→ DATA IN THIS EXERCISE
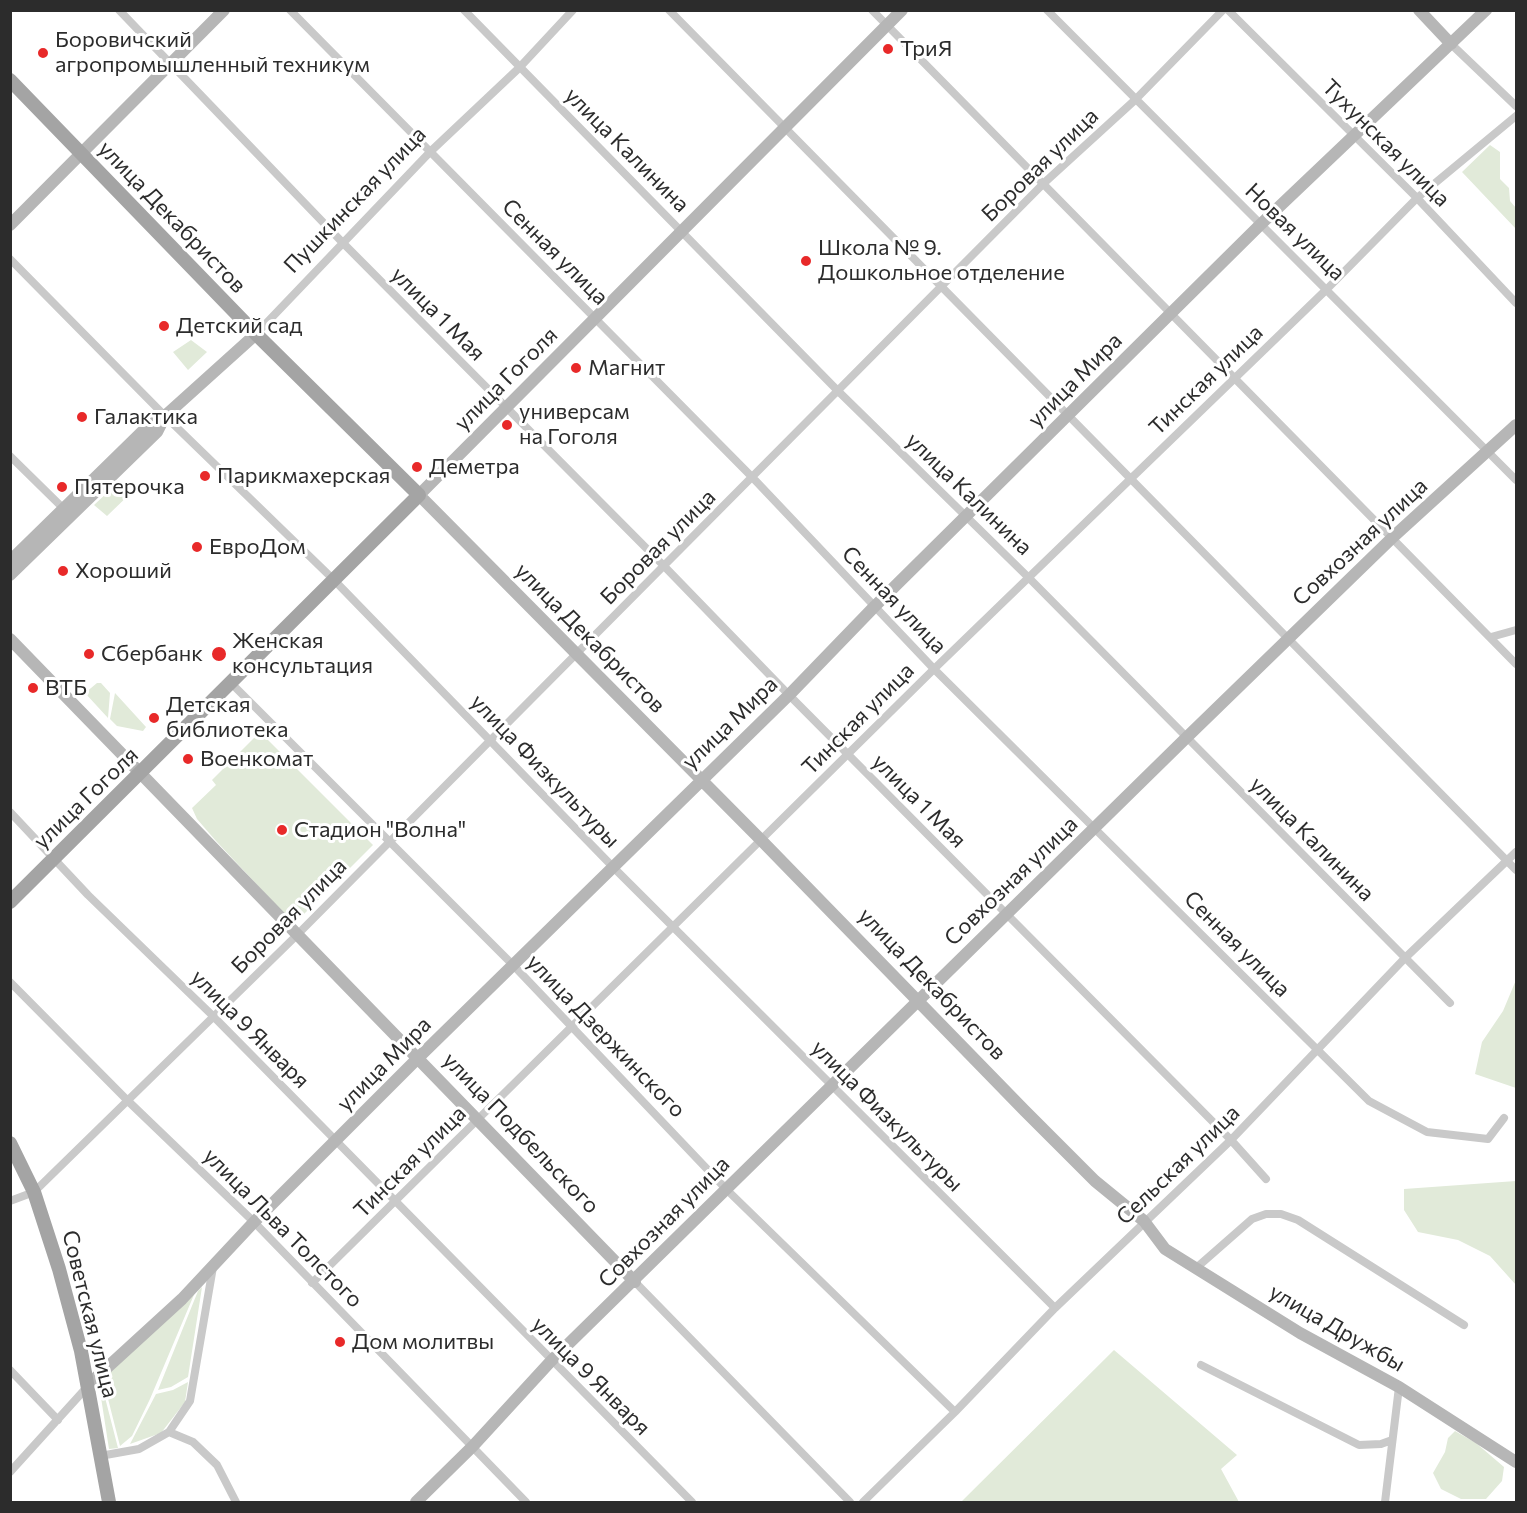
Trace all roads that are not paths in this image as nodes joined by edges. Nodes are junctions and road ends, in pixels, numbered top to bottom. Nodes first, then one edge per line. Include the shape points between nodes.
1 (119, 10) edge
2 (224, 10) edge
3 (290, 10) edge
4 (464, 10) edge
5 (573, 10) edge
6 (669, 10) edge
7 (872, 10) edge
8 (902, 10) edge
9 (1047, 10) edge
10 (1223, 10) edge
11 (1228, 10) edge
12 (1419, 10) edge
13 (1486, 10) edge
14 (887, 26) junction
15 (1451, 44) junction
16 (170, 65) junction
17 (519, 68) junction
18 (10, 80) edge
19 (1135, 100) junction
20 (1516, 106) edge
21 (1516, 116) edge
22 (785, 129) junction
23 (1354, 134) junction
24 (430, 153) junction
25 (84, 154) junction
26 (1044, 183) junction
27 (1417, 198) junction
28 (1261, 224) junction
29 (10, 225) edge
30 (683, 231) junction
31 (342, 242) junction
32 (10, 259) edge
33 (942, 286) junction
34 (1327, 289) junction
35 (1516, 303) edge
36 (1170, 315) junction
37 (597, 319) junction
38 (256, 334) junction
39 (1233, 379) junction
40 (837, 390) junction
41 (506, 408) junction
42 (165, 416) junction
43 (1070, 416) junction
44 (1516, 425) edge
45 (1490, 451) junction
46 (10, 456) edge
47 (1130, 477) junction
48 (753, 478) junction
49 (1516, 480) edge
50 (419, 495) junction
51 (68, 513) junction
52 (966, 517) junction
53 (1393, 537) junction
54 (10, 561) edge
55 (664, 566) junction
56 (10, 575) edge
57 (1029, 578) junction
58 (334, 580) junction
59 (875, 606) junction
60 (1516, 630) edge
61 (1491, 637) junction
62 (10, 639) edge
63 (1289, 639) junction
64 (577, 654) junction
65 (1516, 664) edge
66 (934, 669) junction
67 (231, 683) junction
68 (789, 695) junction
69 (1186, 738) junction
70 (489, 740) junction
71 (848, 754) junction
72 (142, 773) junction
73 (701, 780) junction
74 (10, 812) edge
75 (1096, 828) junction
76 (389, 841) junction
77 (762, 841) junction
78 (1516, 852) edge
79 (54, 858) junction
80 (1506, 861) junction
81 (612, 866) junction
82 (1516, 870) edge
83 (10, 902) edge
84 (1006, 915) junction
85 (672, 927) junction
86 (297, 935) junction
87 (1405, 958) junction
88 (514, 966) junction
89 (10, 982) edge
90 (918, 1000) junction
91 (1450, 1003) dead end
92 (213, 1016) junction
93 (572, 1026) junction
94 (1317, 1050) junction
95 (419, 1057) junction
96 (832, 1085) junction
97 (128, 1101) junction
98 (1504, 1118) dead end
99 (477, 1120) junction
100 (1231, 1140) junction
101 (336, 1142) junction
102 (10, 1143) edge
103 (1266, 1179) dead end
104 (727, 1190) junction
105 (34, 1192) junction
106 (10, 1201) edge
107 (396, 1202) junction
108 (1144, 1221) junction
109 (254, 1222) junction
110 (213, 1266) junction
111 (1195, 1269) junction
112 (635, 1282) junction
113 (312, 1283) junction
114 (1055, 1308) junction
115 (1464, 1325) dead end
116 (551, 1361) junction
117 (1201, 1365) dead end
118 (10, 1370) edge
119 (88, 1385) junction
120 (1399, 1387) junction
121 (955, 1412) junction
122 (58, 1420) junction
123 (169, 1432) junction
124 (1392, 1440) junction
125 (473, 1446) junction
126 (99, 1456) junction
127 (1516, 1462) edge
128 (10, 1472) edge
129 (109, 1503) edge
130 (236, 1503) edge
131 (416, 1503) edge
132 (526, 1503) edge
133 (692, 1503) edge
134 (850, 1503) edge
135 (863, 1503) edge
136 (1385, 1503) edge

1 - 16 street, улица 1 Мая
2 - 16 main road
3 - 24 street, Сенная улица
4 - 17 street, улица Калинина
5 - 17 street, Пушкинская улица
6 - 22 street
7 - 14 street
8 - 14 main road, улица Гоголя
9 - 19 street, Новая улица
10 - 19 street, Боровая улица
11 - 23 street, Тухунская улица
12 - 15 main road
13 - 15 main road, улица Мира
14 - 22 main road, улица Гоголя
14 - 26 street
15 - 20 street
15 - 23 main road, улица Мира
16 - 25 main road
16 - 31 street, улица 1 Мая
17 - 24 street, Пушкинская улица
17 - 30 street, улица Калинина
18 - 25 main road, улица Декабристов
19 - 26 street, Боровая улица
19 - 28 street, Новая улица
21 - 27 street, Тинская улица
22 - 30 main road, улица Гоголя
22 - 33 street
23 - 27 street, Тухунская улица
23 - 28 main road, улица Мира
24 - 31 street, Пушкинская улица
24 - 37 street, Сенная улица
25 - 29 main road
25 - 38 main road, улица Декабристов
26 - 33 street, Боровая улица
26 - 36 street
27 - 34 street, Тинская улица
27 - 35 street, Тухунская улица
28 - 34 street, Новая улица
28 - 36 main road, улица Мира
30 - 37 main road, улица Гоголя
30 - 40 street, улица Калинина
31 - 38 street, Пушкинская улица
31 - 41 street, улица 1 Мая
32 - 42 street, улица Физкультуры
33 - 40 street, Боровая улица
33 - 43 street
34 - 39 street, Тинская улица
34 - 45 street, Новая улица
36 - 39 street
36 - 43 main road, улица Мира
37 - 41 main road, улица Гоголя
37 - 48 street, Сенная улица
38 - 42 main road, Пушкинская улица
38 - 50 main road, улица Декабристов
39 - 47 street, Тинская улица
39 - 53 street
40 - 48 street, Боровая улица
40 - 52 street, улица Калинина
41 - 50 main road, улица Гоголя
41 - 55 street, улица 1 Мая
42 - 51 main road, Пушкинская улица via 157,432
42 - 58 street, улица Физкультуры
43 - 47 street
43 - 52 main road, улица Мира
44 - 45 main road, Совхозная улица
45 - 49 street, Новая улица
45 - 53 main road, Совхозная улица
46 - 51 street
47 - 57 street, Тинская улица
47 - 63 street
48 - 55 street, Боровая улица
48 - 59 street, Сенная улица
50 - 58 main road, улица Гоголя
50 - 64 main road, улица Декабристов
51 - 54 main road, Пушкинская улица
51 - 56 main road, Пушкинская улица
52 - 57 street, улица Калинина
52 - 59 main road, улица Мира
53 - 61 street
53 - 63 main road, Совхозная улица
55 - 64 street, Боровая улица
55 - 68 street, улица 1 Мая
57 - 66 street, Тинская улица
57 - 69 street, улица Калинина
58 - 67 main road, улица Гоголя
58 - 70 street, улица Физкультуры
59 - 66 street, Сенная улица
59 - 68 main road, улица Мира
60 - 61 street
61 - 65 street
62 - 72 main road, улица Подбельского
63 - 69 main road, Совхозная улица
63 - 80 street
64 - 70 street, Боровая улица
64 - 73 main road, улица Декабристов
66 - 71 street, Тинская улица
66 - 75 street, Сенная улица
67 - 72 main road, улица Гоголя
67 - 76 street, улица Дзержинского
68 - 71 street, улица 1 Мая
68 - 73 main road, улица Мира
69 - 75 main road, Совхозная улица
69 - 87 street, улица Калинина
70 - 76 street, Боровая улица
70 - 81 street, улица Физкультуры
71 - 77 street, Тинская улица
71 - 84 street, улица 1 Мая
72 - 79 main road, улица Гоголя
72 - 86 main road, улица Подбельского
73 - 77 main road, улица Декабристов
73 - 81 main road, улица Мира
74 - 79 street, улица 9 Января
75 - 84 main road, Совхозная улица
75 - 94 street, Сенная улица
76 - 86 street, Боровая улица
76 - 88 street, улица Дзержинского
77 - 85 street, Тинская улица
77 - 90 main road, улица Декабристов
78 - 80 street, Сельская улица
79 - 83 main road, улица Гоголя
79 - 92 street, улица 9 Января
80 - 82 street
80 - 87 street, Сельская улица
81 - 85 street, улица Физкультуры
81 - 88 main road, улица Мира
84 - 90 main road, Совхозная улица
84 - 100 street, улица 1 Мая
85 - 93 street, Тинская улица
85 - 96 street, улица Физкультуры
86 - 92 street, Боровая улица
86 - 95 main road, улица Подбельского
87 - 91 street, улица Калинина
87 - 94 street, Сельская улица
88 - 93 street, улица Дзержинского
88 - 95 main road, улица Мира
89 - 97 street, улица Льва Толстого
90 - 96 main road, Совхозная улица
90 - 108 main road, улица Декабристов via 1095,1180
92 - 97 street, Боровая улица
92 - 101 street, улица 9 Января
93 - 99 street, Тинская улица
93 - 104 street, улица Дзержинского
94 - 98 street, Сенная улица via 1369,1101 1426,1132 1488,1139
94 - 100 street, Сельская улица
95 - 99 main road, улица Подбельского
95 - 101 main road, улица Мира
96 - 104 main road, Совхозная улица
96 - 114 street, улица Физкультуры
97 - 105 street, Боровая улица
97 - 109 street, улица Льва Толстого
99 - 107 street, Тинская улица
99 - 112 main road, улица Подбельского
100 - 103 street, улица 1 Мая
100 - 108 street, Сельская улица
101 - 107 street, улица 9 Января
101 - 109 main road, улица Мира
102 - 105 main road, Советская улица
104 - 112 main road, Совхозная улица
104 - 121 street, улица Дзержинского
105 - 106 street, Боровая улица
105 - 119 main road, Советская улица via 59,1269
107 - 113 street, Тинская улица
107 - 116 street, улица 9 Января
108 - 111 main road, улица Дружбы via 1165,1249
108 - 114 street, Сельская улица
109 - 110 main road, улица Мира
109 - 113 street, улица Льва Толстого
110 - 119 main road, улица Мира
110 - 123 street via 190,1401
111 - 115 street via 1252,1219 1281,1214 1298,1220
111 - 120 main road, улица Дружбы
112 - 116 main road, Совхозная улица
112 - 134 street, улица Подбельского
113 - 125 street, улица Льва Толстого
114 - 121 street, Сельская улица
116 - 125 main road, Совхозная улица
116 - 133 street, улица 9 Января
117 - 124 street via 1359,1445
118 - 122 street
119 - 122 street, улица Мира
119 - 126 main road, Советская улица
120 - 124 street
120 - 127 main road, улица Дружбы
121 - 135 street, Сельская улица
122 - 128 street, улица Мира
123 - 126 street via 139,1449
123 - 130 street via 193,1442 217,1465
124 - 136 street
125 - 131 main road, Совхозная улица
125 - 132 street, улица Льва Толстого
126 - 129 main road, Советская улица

→ TASK ITEM
For this exercise, copy each line from the listing above that has the word "Января".

→ EXERCISE SOLUTION
74 - 79 street, улица 9 Января
79 - 92 street, улица 9 Января
92 - 101 street, улица 9 Января
101 - 107 street, улица 9 Января
107 - 116 street, улица 9 Января
116 - 133 street, улица 9 Января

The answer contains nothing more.